> **What you need to do**
Go through the records and show each line where the word "يونس" occurs.

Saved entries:
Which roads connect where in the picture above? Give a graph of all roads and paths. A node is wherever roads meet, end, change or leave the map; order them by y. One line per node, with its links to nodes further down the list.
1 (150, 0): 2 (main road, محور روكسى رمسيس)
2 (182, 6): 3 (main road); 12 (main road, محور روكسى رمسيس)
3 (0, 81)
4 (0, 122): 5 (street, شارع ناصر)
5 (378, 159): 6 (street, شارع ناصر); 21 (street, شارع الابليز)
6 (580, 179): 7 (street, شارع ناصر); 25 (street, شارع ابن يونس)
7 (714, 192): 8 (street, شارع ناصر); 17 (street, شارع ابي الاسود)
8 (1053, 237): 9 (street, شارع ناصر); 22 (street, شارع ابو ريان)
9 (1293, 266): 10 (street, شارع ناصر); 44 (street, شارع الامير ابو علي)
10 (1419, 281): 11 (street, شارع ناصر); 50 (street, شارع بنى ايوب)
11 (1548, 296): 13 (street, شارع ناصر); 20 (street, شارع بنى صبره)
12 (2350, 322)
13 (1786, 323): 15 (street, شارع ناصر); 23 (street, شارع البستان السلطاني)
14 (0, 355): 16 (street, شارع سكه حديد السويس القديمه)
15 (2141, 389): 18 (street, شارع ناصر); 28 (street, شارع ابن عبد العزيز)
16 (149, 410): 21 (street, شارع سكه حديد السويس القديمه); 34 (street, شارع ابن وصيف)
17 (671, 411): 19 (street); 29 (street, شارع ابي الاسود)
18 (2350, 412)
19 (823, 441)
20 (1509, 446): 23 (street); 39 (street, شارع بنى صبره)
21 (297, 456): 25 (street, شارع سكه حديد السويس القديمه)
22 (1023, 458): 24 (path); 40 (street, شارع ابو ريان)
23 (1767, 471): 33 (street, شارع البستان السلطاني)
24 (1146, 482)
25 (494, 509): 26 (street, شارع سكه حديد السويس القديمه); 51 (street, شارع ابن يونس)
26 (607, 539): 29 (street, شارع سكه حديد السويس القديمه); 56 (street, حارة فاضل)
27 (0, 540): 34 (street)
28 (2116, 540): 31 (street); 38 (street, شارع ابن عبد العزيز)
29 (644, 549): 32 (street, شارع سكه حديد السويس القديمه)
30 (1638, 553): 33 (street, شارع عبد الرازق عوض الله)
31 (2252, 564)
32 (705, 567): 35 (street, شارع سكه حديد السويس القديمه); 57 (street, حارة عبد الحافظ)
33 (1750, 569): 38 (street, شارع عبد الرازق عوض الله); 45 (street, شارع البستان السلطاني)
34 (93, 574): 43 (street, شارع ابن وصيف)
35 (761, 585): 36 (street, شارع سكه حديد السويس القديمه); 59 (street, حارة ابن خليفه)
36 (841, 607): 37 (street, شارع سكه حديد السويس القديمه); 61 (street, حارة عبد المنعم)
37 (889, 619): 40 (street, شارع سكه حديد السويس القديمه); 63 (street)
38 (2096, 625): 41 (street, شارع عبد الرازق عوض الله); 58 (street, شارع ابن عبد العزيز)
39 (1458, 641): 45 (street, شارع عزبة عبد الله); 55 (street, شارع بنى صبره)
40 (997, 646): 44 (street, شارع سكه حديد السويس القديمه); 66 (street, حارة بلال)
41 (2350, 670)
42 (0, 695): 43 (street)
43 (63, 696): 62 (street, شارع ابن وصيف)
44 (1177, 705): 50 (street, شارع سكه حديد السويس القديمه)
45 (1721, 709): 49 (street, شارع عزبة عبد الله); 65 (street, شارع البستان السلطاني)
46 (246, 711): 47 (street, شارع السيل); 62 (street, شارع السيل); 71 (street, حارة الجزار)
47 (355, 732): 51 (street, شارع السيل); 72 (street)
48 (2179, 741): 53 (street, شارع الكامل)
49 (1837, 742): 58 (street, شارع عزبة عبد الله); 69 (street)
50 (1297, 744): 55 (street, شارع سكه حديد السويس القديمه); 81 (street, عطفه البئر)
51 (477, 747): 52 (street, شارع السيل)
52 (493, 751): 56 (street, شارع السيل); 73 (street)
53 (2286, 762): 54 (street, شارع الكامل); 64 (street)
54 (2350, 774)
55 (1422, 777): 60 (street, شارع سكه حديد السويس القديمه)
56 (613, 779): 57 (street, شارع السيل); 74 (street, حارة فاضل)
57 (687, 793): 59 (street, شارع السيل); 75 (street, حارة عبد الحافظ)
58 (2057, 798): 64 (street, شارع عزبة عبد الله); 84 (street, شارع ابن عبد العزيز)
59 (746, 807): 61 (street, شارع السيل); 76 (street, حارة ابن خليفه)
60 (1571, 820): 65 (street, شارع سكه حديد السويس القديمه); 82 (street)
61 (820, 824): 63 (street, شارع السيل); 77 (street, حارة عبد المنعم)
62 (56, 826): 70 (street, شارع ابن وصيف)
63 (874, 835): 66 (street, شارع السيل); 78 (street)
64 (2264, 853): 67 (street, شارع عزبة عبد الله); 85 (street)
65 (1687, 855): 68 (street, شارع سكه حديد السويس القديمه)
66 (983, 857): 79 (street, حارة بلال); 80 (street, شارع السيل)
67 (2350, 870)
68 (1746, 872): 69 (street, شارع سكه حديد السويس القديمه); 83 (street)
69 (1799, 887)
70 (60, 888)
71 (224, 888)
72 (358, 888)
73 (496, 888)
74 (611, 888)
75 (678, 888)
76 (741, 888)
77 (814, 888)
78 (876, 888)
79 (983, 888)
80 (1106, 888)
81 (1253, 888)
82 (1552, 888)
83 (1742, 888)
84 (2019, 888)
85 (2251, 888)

> **Output below**
6 (580, 179): 7 (street, شارع ناصر); 25 (street, شارع ابن يونس)
25 (494, 509): 26 (street, شارع سكه حديد السويس القديمه); 51 (street, شارع ابن يونس)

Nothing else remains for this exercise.